Medieval literatures and cultures, the global Middle Ages, premodern critical race studies, affect studies, sense studies

Misho Ishikawa
Assistant Professor of English
Deeply committed toward the project of expanding the traditional parameters of medieval literary study, I approach medieval literatures and cultures through sense perception as a transcultural category of analysis. Working primarily across Middle English, Latin, and Classical Chinese, I draw from medieval philosophical, theological, and scientific traditions (ranging from Christian Neoplatonism to Quanzhen Daoism) as frameworks for understanding cultural contact in the thirteenth and fourteenth centuries.
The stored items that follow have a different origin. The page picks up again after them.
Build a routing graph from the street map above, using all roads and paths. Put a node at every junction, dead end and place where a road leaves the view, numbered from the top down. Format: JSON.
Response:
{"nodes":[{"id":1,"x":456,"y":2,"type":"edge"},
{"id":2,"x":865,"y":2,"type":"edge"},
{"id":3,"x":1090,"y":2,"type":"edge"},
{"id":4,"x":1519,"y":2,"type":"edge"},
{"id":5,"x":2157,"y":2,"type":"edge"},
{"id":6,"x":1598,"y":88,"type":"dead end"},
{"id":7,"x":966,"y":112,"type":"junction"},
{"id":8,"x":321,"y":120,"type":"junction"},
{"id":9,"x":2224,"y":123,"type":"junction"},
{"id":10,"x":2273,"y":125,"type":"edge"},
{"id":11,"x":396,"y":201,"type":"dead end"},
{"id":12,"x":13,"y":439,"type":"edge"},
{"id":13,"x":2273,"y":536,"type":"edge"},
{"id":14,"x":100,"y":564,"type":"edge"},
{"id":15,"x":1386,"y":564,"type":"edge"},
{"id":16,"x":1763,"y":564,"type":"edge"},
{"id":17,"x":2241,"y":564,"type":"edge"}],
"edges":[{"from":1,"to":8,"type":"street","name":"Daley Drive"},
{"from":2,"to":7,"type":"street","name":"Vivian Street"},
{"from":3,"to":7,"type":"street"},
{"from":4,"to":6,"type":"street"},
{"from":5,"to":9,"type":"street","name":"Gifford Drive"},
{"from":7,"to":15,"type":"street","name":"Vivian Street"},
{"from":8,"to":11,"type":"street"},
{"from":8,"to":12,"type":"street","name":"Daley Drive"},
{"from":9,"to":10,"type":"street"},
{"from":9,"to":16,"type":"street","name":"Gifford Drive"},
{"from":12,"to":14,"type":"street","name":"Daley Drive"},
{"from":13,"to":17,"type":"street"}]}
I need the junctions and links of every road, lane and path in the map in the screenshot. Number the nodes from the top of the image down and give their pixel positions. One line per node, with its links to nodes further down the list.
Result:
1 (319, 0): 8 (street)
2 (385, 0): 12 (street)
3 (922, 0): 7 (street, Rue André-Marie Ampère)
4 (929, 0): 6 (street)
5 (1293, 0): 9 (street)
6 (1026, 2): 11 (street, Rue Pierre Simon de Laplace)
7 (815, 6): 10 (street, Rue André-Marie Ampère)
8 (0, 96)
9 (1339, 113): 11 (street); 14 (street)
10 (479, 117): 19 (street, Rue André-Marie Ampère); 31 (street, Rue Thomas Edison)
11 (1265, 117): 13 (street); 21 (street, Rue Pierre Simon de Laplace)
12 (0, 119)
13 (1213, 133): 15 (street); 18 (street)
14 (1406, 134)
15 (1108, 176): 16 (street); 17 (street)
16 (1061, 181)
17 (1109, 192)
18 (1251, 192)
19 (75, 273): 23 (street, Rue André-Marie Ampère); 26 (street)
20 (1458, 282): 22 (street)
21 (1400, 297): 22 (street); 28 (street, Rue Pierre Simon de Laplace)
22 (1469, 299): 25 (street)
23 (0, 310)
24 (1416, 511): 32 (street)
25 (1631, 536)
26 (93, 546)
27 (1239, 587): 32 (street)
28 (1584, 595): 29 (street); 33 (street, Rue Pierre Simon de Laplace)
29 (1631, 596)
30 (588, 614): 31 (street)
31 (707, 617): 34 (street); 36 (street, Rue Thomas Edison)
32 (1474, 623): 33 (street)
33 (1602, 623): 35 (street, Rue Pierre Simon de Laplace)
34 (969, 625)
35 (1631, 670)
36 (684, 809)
My current book project, Into Sensation: A Sensory History of Mongol Imperialism (1206–1368), pulls from the field of sensory history—the study of the senses as sociohistorical constructions—to apprehend how experiences of the “global” via contact with the Mongols modify “local” epistemological regimes. Through sensory history I develop a global Middle Ages methodology that is both decentered and combinative; that is, I use the senses to demonstrate the dynamic interconnections between regional and “global” histories. An essay adapted from the first chapter of Into Sensation, titled “Occluded by Smoke: Eyewitness Narratives of the 1241-1242 Mongol Invasions,” was awarded the 2022 Scholars of Colour Essay Prize and is forthcoming in New Medieval Literatures.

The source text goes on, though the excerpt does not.